**DESCRIPTION OF THE TASK**
Work out how many lines in the records include the word "nodes", then answer with nothing but that number.

**DATASET**
····················

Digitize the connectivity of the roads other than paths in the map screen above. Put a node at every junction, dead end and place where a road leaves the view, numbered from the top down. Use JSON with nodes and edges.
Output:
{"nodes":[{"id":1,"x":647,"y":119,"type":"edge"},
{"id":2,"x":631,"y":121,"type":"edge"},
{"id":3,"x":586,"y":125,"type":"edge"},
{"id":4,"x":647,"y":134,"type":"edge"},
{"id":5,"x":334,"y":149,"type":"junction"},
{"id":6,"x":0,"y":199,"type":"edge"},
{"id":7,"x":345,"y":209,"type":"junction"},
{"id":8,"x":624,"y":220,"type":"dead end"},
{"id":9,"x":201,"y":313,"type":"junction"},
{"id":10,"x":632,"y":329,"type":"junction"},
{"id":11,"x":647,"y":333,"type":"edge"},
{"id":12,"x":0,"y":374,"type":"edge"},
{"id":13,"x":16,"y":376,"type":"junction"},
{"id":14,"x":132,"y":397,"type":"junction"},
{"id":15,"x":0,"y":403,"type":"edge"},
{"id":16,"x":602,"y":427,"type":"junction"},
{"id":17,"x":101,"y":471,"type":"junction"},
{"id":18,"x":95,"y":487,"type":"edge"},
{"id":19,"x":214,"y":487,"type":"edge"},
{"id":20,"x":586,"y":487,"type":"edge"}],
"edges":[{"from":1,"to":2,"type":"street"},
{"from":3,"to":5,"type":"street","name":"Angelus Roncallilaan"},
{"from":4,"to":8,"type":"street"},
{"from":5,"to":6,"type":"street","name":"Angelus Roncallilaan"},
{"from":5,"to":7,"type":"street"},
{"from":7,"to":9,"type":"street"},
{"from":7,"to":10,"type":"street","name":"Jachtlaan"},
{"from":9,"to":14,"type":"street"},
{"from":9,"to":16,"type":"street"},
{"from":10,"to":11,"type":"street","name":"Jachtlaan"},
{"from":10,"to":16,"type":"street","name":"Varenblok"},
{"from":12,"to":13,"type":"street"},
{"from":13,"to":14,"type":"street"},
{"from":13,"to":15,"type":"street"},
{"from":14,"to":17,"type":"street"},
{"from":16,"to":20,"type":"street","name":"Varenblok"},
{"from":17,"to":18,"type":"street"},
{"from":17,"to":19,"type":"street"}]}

····················

**RESULT BELOW**
2